Maram further divulged the officers had determined what they could and couldn’t talk about, and there were always at least two officers eavesdropping and taking notes. Despite this, Maram felt sorry for some of the officers. “I felt sorry at times for the people who worked there because some of them sympathised with us, yet were absolutely helpless because the orders came from higher up. Some even apologised for us having to go through it all.” she added.
In January this year, when Hizbullah was scheduled to be produced in court, it was suddenly announced that he had contracted COVID-19, and would be quarantined. The news shocked Maram, who rushed to court with their 6-week old baby. After waiting there about five hours she was told he would not be produced. “The days after that were the worst in my life. I simply wasn’t sure if he was still alive or not. I couldn’t sleep for days until I received a call from him,” she said, adding she was not given any information about the severity of his case, or which hospital he would be transferred to. “I keep wondering till this day how he could contract the virus if he was kept isolated in a cell with visits suspended.”

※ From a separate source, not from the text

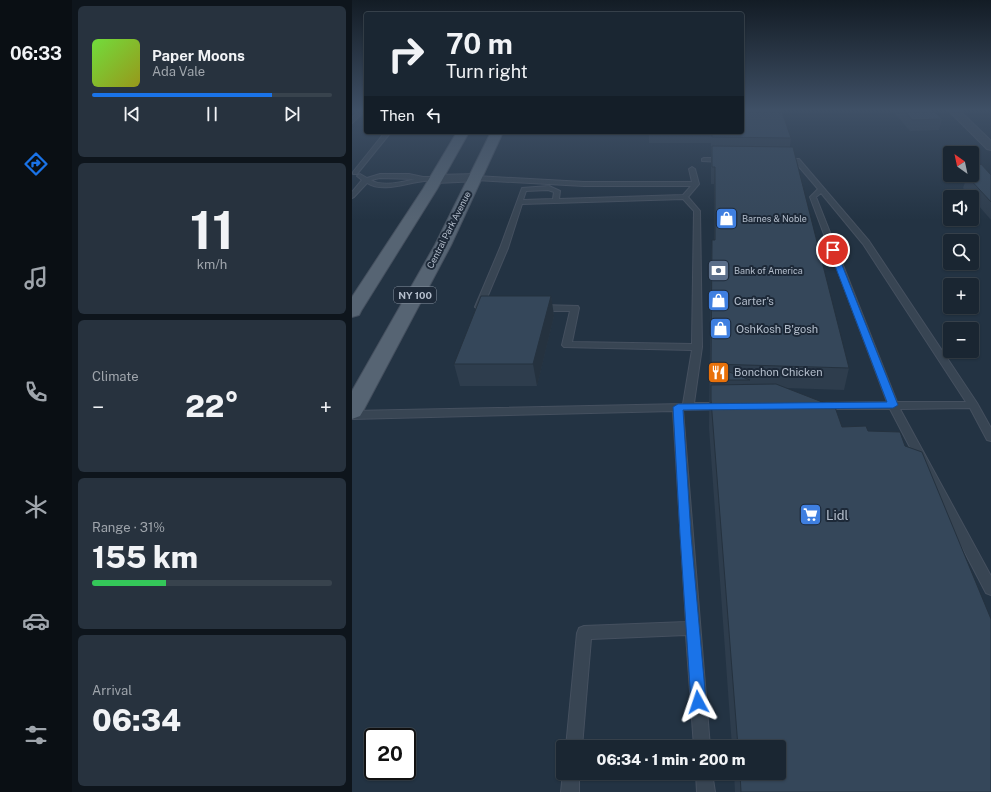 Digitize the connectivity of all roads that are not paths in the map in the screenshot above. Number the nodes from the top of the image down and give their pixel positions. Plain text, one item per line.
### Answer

Unfortunately Maram has also been the victim of prejudice and ignorance, and is being harassed for being an ‘Arab’. “Some people are trying to paint a picture of me as an extremist and backward person, digging into my family history to try to connect me to terrorism, and telling people that it is ‘suspicious’ that Hejaaz is married to an Egyptian,” she revealed. However Maram asserted Egypt is a moderate and multicultural country with a great history. “It is sad that people do not put effort into educating themselves about other countries and cultures before they throw others with false allegations.”
Speaking of Sri Lanka, Maram said she loved how cheerful and friendly the people were, and how different cultures and religions lived here in harmony. “To the surprise of many people, my view has not changed,” she said. “Sri Lankans are good and passionate people; it is only that this beautiful energy is misused and misdirected.”

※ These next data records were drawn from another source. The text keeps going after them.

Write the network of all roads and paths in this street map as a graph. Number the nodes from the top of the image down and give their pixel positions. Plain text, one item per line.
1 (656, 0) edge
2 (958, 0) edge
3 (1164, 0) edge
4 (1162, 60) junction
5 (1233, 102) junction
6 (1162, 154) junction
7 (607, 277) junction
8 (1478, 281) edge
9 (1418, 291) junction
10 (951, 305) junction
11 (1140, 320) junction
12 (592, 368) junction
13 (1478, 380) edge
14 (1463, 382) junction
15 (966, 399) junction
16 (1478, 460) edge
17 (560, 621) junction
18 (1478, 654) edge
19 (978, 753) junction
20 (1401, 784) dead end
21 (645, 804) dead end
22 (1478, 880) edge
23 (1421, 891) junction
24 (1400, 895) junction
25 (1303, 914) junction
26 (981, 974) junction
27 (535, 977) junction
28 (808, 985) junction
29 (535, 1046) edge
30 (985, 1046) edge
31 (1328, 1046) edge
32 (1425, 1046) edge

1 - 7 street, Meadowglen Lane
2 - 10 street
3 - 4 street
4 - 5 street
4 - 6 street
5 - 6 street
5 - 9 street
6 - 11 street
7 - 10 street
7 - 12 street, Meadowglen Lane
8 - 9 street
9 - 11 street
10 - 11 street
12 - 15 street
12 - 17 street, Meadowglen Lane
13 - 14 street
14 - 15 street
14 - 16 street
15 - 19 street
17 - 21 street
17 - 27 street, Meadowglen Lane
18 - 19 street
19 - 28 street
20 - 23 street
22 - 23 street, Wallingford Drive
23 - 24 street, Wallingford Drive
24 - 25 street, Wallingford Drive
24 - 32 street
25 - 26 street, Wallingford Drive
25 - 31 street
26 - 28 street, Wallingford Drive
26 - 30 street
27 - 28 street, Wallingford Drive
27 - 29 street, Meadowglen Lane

When asked what she had to say to those who might still see her husband as a villain, Maram said there was not much to say to people who were ready to make judgements without evidence. “I only wish the families of the victims of the Easter Sunday bombings and the injured find closure and peace. Nothing can ever bring back what they have lost. My heart goes out to each and every one of them.”

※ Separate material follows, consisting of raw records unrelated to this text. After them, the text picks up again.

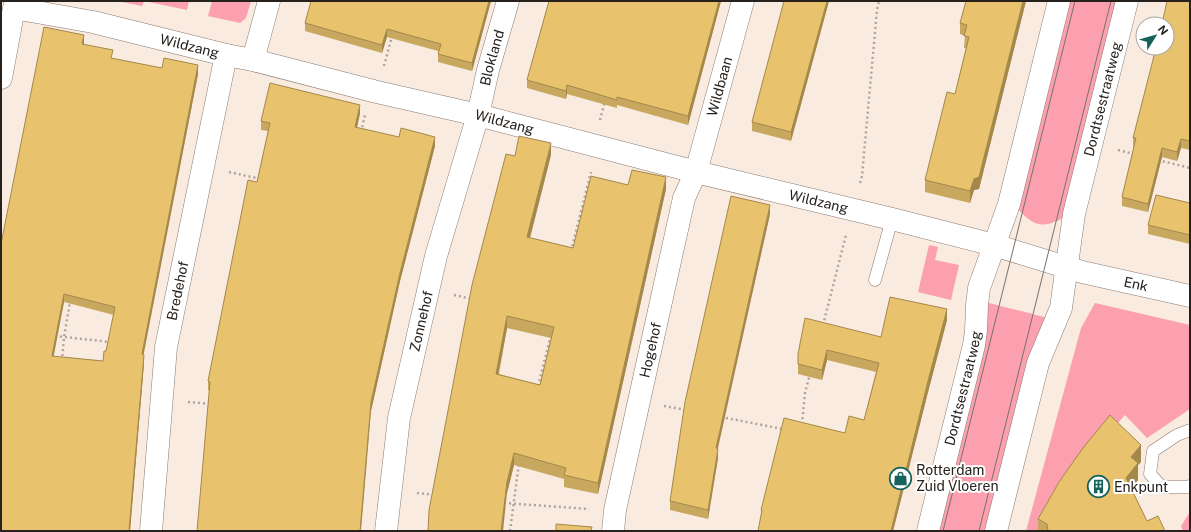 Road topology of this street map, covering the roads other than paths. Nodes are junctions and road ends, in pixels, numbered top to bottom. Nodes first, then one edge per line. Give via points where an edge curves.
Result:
1 (269, 1) edge
2 (508, 1) edge
3 (743, 1) edge
4 (1059, 1) edge
5 (1127, 1) edge
6 (226, 55) junction
7 (253, 60) junction
8 (1, 78) edge
9 (478, 115) junction
10 (696, 172) junction
11 (892, 219) junction
12 (994, 245) junction
13 (1074, 270) junction
14 (875, 280) dead end
15 (1190, 296) edge
16 (1190, 430) edge
17 (1190, 486) edge
18 (614, 521) edge
19 (151, 531) edge
20 (386, 531) edge
21 (928, 531) edge
22 (996, 531) edge

1 - 7 street
2 - 9 street, Blokland
3 - 10 street, Wildbaan
4 - 12 street, Dordtsestraatweg via 1009,204
5 - 13 street, Dordtsestraatweg via 1074,214
6 - 7 street, Wildzang
6 - 8 street, Wildzang via 101,24 14,8
6 - 19 street, Bredehof via 166,347
7 - 9 street, Wildzang
9 - 10 street, Wildzang
9 - 20 street, Zonnehof via 436,256 399,418
10 - 11 street, Wildzang
10 - 18 street, Hogehof via 684,198
11 - 12 street, Wildzang
11 - 14 lane
12 - 13 street
12 - 21 street, Dordtsestraatweg via 979,288 974,345
13 - 15 street, Enk
13 - 22 street, Dordtsestraatweg via 1038,363
16 - 17 lane via 1152,451 1150,474 1162,487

Despite going through what she has, Maram continues to maintain a high sense of justice, which is something she also admires in her husband. As a mother, she said: “Me and my daughter will go through what we have to go through courageously, for her father is not a criminal or a murderer, but a talented person who has always been successful.”
Maram remains proud of her husband for standing his ground. “Going through this experience is a step on the road we chose to walk together,” she stressed, adding their bond had grown stronger and made them believe more in each other. Poignantly, this experience has become a bedtime story for their baby daughter. “I am sure this experience will be a story to tell our daughter proudly, actually, it is already her bedtime story!” At the moment Maram is taking things one day at a time. “Right now, I am only living to see my husband out of prison and back home,” she said, adding that as much as this experience has scarred them, it has also helped them grow and learn. “Today, we still believe that justice will prevail despite the efforts to frame him, and we pray for strength and patience.”